WHAT THIS TASK INVOLVES: Using the data beneath, show every line that includes the word "leave".

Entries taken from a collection
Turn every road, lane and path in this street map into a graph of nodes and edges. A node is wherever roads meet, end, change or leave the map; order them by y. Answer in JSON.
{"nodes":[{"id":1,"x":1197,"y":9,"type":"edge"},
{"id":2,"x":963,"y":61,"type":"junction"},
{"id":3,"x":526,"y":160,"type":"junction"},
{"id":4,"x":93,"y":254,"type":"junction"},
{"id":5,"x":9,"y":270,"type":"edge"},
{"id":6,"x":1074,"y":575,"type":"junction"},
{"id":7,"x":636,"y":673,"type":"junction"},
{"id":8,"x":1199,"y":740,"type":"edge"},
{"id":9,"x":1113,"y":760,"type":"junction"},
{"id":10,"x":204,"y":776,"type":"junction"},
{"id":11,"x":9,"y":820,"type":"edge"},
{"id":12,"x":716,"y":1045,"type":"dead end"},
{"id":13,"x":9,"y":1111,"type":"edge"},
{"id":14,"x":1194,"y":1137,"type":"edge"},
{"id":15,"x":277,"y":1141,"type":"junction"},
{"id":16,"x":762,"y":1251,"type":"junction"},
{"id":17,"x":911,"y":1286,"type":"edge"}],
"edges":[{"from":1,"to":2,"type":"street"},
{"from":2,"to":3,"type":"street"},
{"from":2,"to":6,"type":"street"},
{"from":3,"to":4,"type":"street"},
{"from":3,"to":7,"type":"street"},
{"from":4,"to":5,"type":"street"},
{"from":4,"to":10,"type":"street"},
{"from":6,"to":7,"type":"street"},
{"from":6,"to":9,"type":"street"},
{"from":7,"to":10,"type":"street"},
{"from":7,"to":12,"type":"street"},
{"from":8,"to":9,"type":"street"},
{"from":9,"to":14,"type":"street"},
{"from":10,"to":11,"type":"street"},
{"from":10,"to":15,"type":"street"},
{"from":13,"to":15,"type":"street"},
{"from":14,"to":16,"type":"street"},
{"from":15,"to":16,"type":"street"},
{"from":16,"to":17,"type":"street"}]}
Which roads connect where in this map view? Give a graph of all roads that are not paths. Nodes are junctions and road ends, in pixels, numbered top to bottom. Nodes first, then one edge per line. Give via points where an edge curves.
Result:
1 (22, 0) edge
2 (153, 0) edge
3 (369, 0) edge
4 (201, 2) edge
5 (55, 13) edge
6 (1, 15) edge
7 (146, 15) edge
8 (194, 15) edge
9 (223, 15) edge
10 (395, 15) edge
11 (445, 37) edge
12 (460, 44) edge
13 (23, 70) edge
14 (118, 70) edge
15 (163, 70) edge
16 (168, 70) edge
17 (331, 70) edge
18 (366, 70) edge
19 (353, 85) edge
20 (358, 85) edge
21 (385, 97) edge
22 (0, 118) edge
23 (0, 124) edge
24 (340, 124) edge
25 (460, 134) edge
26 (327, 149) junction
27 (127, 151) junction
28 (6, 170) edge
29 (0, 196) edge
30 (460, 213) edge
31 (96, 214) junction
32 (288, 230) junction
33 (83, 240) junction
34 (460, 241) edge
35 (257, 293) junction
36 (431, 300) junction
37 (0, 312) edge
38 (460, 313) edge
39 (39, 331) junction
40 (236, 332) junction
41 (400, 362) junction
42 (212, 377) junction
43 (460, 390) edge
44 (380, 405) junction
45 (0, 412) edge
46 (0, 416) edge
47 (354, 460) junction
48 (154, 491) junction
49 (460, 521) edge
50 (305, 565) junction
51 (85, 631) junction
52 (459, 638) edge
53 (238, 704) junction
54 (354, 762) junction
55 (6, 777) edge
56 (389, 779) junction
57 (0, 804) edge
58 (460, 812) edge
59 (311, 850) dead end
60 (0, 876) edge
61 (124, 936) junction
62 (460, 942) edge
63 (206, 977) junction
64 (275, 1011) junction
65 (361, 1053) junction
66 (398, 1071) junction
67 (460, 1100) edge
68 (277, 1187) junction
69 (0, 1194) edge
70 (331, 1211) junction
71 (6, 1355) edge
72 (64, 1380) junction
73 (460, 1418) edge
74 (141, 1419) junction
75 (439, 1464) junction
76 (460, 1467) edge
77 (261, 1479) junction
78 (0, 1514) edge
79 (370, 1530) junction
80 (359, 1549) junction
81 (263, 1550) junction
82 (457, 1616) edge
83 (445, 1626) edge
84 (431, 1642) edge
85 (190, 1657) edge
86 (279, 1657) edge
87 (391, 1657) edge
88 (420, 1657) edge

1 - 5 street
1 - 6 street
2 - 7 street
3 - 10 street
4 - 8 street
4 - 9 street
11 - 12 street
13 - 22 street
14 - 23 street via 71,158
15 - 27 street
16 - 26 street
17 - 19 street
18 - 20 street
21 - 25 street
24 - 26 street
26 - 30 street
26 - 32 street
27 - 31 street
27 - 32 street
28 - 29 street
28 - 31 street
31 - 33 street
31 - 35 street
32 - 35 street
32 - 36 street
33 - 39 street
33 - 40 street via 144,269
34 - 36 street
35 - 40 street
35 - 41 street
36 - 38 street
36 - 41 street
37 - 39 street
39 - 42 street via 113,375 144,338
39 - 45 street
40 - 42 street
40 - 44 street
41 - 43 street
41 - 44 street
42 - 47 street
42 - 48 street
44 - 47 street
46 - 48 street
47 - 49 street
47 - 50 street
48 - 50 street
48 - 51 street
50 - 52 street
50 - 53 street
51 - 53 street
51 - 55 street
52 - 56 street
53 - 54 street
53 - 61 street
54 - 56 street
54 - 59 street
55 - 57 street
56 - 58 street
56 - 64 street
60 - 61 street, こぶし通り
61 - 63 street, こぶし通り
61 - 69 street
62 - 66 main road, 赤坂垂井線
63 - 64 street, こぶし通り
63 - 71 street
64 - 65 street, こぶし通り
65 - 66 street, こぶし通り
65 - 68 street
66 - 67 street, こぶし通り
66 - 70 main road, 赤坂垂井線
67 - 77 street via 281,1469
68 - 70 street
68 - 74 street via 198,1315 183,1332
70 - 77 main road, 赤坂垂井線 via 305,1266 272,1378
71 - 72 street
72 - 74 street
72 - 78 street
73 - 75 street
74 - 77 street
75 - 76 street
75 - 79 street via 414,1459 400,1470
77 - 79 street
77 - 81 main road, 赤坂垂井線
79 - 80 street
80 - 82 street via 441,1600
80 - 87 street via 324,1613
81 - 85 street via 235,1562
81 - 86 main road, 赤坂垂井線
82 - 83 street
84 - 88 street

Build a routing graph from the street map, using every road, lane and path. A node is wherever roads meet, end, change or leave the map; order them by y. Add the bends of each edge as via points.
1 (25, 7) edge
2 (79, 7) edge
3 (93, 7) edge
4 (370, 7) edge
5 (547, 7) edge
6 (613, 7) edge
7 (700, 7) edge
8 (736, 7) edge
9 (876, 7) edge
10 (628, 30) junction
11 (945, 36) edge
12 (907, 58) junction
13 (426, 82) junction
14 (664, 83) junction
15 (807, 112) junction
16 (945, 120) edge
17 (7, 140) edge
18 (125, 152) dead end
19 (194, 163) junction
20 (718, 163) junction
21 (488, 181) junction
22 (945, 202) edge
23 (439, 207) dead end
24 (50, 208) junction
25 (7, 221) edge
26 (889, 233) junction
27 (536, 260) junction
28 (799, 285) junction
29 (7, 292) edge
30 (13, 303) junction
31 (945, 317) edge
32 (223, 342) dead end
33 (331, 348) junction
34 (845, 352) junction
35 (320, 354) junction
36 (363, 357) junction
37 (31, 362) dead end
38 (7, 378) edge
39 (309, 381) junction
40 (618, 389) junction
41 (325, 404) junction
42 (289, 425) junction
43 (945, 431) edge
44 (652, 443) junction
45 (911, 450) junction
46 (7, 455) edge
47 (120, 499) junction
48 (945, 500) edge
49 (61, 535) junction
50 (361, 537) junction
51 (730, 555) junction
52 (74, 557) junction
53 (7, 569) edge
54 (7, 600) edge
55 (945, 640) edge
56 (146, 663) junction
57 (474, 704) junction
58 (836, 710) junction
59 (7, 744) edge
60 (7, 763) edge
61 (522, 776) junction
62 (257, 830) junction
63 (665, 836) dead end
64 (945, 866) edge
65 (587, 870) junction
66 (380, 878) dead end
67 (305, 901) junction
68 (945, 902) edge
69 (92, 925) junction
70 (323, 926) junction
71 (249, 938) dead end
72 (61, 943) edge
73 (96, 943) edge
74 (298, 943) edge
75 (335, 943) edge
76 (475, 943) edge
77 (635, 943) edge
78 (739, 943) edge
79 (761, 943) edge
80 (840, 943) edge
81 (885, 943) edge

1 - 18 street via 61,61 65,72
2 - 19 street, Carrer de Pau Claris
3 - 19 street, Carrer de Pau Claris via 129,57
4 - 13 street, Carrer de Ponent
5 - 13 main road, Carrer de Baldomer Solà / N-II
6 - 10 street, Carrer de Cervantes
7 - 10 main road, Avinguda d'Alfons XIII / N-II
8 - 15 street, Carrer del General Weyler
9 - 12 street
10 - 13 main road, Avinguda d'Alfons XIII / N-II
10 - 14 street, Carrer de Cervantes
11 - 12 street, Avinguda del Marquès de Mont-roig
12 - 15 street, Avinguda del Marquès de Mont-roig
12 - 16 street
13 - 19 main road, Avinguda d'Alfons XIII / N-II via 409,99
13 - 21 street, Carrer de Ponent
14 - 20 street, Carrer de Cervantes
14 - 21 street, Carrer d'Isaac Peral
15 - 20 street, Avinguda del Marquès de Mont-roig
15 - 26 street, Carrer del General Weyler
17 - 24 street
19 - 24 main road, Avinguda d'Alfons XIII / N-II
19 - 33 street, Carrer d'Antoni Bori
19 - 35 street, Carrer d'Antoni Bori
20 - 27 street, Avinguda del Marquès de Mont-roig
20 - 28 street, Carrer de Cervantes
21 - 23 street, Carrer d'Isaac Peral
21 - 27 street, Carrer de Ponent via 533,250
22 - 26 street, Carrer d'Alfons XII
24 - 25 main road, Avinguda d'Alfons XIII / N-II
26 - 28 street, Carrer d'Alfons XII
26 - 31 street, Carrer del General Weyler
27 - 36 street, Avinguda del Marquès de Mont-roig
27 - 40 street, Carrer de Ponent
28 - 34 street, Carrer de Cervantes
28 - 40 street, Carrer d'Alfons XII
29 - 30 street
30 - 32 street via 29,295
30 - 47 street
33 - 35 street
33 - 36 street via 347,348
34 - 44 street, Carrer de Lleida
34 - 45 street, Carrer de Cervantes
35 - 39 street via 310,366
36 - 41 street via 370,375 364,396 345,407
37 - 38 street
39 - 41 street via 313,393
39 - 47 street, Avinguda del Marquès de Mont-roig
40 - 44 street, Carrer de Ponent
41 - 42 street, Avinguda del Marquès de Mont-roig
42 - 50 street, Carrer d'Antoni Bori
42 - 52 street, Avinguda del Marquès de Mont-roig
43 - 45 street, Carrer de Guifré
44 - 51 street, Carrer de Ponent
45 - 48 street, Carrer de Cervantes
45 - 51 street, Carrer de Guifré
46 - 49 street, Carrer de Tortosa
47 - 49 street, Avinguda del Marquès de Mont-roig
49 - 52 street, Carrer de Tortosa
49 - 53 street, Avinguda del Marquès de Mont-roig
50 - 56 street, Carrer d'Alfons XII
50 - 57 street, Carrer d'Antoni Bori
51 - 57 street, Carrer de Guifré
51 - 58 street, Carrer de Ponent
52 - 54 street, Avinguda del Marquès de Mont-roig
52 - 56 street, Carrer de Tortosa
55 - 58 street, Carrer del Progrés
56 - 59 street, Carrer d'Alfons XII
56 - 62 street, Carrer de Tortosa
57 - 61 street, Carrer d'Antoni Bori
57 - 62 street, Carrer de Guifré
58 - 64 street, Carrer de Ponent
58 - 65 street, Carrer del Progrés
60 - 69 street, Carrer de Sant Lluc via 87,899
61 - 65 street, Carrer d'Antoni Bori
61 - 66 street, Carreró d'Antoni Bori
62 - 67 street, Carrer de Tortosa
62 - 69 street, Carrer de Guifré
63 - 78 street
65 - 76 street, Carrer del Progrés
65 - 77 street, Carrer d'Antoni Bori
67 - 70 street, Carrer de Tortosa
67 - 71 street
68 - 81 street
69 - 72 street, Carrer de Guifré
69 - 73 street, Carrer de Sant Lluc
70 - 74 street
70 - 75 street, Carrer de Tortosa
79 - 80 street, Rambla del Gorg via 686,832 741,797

REPLY TO THE EXERCISE:
Turn every road, lane and path in this street map into a graph of nodes and edges. A node is wherever roads meet, end, change or leave the map; order them by y. Answer in JSON.
Build a routing graph from the street map, using every road, lane and path. A node is wherever roads meet, end, change or leave the map; order them by y. Add the bends of each edge as via points.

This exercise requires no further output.